Frustratingly, Ms May’s commendable if over-due plans were overshadowed by the ensuing 'cat-gate' row with Ken Clarke over the Bolivian immigrant whose argument for leniency included his joint ownership of a pet feline.
It is to be hoped that Ms May will be successful in pushing through the secondary legislation needed to modify UK rules so that more offenders can be legitimately removed. The figure of 3,775 criminals released rather than deported, revealed in a new report by UKBA chief inspector John Vine is certainly shocking. Sadly, it is a statistic which highlights the fundamental and persistent failures which are now endemic in Britain’s broken immigration detention system.
The United Kingdom has the largest network of immigration removal centres in Europe, with more than 3,000 places in 13 official centres, the majority of which – nine – are run, on behalf of the UKBA, by private contractors, including Serco, G4S, Reliance Secure Task Management and Global Solutions Ltd.
Around 30,000 individuals, the majority of them, asylum seekers, pass through the system annually. Of these, around half will be processed within an eight week period. The other 50 per cent are often stuck in the limbo of a complex and labyrinthine system of asylum hearings, appeals and case resolution procedures which can go on for months and years, at significant cost to the tax payer.
The conditions in which inmates are kept at these centres varies significantly, with the centre at Dover described last year by inspector Dame Anne Owers, as 'more like a prison'. Frustrated inmates regularly stage protests against inhumane treatment including - they claim - torture and physical abuse, prolonged detention and appalling conditions.
Incarcerated: An inmate in Colnbrook Immigration Reception Centre
Campsfield House, near Oxford, has been the scene of regular riots; Yarl’s Wood in Bedfordshire was burnt to the ground following a violent protest after an inmate was physically restrained by G4S staff. Detainees at both centres staged protracted hunger strikes only last year, declaring they were refusing food in a bid for their voices to be heard. Suicides are far from uncommon. A Moldovan man aged 35 killed himself at Campsfield House in August while two detainees were found dead at Colnbrook detention centre near Heathrow in July.
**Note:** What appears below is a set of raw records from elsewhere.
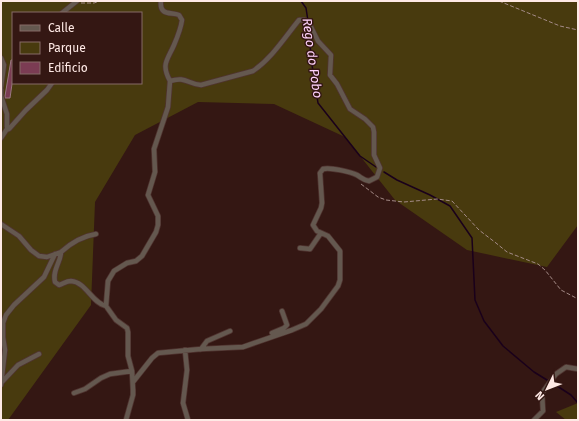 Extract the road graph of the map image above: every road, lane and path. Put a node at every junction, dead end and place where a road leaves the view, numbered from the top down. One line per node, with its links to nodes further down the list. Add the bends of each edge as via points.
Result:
1 (77, 1): 5 (street)
2 (100, 1): 5 (path)
3 (161, 1): 9 (street, via 164,11 182,17 176,41 166,61)
4 (499, 1): 7 (path, via 560,26)
5 (71, 6): 6 (street)
6 (63, 12)
7 (578, 30)
8 (1, 58): 11 (street, via 4,65)
9 (170, 81): 16 (street, via 182,79 201,85 254,71 299,20 308,22 318,41 331,55 330,75 347,104 373,127 374,155 380,168 377,177 369,181 331,168 321,170 322,203 313,225); 22 (street, via 168,107 154,149 155,172 148,192 148,198 158,216 156,230 139,259 121,266 112,273 108,281)
10 (51, 84): 12 (street)
11 (1, 88): 12 (street)
12 (8, 129): 13 (street)
13 (1, 138)
14 (357, 180): 21 (path, via 378,197 386,200 404,202 439,199 452,202 479,230 507,252 538,264 561,290)
15 (1, 224): 20 (street, via 19,236 36,254 43,257)
16 (320, 233): 18 (street, via 310,249); 25 (street, via 328,236 340,251 341,269 338,286 306,324)
17 (96, 234): 19 (street, via 82,238)
18 (300, 248)
19 (61, 252): 20 (street); 22 (street, via 54,276 55,282 59,285 66,281 75,282)
20 (55, 254): 32 (street, via 44,277 6,315 3,323 5,350)
21 (578, 300)
22 (106, 306): 30 (street, via 116,320 128,330 128,356)
23 (282, 311): 25 (street, via 287,323 285,327 263,336)
24 (230, 330): 26 (street, via 207,341)
25 (255, 343): 26 (street, via 243,347)
26 (201, 349): 27 (street)
27 (185, 350): 31 (street, via 158,353); 35 (street, via 187,370 183,403)
28 (39, 354): 32 (street, via 18,365)
29 (578, 369): 36 (street, via 566,367 556,374 542,393 543,411)
30 (132, 371): 31 (street); 33 (street, via 110,374)
31 (133, 382): 34 (street, via 133,395)
32 (2, 384)
33 (74, 393)
34 (126, 420)
35 (188, 420)
36 (534, 420) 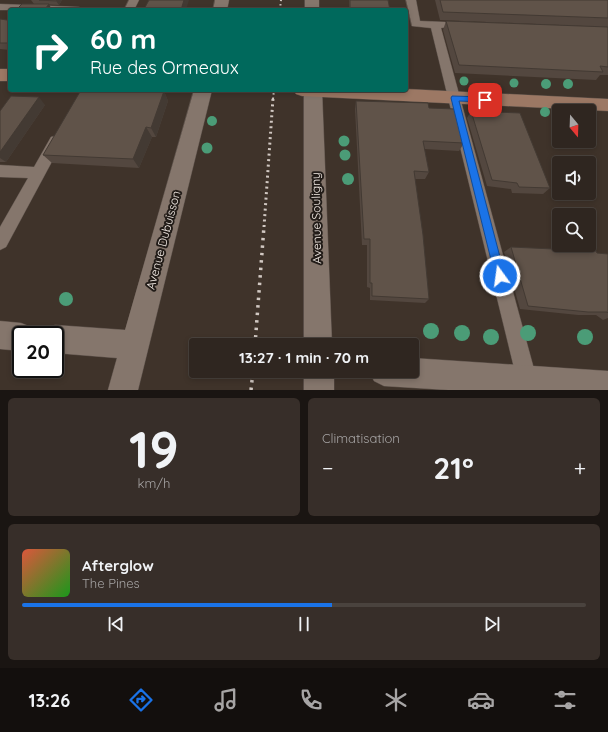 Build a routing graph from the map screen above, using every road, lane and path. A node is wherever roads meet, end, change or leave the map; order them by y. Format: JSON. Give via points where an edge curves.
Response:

Unsurprisingly, it is difficult to obtain much information about Immigration Removal Centres or, indeed, about the workings of the system itself from the Home Office, which generally does not publish these facts and figures, most notably on the financial costs of immigration detention.
Latest numbers, reported to Parliament last year, indicated that the average overall cost per bed per day is £120, apparently taking into consideration exceptional costs, such as damage caused by fire and also by individuals suing for unlawful detention. Thus, if a centre such as Campsfield operates at 90 per cent capacity, it would cost an estimated £9 million per year to run. Given that there is a constant barrage of litigation from detainees seeking redress for illegal detention, or separation from their children, it would seem likely that the true costs of the system are much, much higher.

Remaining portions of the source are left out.